### Assignment
Go through the data below and return each line where the string "contournement" appears.

Stored data entries:
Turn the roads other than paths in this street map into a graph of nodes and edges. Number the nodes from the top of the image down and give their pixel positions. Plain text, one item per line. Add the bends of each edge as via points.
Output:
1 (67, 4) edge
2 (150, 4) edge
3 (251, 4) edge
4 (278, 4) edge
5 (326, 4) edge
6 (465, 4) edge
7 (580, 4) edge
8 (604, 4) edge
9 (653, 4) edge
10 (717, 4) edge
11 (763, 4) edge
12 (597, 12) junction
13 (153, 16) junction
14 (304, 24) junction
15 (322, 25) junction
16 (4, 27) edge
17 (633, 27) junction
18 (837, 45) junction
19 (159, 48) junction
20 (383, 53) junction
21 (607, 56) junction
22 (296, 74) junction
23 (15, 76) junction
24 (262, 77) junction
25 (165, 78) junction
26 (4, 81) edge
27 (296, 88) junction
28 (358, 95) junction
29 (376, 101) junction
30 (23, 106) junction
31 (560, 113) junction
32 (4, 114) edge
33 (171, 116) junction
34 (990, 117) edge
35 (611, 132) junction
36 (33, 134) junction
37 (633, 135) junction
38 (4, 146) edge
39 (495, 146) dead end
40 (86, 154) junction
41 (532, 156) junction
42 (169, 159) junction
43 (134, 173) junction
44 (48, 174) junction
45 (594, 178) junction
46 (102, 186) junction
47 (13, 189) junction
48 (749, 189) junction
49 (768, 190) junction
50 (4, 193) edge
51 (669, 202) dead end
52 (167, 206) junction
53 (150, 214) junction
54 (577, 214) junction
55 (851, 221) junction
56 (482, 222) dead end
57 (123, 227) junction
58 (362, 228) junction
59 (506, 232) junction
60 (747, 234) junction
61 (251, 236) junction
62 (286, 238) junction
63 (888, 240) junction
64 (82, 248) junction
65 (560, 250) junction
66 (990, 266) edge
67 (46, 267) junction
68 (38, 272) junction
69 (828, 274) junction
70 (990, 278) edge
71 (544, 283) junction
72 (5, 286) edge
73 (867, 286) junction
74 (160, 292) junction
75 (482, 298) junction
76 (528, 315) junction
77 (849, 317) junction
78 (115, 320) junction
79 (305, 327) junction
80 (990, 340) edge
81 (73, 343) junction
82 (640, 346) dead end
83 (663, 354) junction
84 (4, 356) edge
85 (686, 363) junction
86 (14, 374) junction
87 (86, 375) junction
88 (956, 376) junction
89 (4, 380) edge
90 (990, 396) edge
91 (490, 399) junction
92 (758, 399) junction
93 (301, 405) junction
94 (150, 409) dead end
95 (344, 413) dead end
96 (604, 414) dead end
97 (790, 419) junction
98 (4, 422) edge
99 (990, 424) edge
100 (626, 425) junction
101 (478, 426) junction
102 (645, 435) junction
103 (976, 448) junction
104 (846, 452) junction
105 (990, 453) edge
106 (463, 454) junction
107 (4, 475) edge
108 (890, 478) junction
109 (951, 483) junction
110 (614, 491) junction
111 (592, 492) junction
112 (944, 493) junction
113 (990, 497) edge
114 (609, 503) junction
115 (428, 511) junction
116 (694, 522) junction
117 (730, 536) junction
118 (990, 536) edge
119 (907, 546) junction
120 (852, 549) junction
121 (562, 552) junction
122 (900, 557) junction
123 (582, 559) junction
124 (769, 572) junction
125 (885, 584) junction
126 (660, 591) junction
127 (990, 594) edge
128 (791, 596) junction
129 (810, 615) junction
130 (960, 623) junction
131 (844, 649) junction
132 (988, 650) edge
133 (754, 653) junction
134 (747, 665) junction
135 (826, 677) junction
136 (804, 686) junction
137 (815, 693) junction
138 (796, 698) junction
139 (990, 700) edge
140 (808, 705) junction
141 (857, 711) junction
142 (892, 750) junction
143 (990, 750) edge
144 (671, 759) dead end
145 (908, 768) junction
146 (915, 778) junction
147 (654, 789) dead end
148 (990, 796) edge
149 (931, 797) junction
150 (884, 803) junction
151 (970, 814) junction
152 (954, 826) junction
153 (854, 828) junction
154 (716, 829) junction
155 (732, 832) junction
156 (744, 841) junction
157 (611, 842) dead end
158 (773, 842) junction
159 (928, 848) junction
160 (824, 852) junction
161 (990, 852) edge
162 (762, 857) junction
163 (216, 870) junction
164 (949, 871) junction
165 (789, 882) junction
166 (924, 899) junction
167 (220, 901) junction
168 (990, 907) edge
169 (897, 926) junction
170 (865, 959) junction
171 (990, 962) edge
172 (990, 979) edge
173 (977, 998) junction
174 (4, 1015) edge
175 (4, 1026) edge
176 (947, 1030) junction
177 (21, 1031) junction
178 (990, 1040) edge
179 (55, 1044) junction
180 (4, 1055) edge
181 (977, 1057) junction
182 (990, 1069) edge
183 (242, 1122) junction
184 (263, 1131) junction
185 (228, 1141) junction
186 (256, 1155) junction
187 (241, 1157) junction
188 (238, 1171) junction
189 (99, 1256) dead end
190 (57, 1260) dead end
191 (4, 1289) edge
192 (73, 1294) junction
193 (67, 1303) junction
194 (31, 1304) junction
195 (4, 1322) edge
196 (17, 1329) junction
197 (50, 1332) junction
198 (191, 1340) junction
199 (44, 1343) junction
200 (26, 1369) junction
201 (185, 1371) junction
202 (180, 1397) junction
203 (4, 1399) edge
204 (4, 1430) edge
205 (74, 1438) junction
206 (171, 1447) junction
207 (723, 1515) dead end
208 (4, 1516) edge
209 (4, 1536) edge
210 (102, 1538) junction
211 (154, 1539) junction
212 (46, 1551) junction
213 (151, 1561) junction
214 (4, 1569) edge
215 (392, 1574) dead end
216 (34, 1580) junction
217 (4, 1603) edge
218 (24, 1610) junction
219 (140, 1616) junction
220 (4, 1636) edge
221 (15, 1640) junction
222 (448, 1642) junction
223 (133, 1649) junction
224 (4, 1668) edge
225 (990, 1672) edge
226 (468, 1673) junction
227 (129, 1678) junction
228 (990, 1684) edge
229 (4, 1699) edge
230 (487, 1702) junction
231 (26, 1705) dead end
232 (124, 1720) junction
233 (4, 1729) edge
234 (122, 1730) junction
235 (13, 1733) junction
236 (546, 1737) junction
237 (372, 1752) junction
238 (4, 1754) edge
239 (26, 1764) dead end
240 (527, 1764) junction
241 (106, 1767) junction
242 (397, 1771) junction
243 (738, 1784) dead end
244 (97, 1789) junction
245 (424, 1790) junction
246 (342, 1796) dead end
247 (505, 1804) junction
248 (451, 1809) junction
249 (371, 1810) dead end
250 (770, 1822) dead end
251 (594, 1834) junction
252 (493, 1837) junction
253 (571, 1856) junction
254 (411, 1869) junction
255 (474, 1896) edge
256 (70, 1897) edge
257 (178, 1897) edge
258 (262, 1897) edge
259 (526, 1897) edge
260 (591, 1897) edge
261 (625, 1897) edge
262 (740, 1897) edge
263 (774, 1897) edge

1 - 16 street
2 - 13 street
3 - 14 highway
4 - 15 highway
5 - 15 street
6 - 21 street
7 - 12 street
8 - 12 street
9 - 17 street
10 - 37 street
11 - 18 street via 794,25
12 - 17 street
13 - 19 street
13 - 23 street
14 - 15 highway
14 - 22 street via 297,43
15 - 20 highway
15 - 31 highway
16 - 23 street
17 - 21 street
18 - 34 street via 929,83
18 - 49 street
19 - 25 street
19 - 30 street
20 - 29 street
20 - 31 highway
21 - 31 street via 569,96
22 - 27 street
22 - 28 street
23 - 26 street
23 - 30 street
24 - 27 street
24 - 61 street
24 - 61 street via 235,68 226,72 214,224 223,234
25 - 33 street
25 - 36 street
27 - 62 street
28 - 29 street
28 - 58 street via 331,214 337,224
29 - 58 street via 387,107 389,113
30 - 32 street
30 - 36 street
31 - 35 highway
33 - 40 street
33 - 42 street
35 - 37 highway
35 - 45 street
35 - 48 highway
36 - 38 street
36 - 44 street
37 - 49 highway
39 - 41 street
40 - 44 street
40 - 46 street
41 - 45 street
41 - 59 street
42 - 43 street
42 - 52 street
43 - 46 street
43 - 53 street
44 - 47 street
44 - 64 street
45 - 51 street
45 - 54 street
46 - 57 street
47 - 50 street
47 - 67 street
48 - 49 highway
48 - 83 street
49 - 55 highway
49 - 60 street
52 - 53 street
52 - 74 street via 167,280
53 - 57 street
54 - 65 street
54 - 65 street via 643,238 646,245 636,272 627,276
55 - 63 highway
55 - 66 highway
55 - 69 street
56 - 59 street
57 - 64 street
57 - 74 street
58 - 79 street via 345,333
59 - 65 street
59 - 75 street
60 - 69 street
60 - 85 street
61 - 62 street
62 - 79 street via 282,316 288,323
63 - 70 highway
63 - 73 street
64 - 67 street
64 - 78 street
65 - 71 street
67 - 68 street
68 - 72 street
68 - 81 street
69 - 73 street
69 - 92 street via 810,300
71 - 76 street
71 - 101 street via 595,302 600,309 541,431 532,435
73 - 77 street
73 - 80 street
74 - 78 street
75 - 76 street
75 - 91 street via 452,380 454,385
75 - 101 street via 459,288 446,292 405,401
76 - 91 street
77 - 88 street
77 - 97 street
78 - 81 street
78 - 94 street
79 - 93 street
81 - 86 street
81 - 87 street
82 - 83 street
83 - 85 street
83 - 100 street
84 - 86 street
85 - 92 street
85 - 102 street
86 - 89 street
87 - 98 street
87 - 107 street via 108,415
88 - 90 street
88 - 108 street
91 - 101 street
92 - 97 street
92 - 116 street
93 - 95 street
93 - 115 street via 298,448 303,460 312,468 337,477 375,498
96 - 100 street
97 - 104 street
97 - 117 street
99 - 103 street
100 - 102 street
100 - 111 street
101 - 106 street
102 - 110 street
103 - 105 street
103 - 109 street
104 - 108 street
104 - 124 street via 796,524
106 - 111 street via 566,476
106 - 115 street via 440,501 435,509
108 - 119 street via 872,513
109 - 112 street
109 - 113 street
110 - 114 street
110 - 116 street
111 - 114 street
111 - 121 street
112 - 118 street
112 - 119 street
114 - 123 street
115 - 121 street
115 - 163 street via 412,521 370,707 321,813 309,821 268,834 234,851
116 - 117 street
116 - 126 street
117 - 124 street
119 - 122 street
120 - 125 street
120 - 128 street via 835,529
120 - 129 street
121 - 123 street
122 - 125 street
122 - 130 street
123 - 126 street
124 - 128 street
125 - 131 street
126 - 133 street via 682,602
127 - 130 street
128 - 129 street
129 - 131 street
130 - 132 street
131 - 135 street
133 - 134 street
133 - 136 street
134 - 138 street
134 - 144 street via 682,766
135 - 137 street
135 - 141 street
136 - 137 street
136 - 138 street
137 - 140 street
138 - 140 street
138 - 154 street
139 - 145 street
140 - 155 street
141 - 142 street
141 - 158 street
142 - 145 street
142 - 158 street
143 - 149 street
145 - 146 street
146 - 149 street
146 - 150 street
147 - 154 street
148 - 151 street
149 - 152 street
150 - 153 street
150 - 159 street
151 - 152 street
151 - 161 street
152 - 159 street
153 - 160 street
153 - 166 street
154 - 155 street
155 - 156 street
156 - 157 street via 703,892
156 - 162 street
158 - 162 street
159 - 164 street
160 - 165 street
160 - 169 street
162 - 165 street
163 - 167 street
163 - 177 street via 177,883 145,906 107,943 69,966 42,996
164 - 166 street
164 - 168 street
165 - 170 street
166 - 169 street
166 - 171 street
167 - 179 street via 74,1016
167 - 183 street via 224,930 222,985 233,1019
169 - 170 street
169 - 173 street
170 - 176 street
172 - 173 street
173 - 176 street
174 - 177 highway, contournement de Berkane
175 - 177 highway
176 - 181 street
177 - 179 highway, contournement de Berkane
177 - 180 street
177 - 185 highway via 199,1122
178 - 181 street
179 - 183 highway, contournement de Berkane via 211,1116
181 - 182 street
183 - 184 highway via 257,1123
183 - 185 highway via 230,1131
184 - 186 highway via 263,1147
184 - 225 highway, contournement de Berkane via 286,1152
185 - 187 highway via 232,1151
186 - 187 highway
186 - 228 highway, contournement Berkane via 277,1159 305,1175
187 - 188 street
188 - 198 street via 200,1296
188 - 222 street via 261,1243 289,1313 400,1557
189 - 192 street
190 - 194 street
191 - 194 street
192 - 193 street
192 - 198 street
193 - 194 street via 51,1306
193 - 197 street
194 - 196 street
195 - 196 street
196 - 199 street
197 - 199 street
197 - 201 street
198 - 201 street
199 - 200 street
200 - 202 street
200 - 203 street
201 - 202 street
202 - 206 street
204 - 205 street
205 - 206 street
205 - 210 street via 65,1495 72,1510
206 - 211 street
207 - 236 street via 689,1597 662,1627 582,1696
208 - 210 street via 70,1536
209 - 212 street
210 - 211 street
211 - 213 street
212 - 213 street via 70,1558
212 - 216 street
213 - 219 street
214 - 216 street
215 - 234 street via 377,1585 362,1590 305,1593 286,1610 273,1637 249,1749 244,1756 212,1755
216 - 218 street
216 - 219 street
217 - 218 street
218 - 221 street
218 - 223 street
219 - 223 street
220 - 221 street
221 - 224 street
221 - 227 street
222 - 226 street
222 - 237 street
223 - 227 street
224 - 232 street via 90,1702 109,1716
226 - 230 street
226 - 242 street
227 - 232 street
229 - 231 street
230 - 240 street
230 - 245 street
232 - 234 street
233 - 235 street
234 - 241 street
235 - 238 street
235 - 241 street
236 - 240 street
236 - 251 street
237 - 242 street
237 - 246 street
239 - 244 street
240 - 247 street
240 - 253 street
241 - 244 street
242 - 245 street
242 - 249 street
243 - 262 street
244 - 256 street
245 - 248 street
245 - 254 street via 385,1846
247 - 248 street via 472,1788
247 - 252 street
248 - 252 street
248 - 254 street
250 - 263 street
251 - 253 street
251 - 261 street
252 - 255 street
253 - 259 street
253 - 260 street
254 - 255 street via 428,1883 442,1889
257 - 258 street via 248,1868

### Task response
174 - 177 highway, contournement de Berkane
177 - 179 highway, contournement de Berkane
179 - 183 highway, contournement de Berkane via 211,1116
184 - 225 highway, contournement de Berkane via 286,1152
186 - 228 highway, contournement Berkane via 277,1159 305,1175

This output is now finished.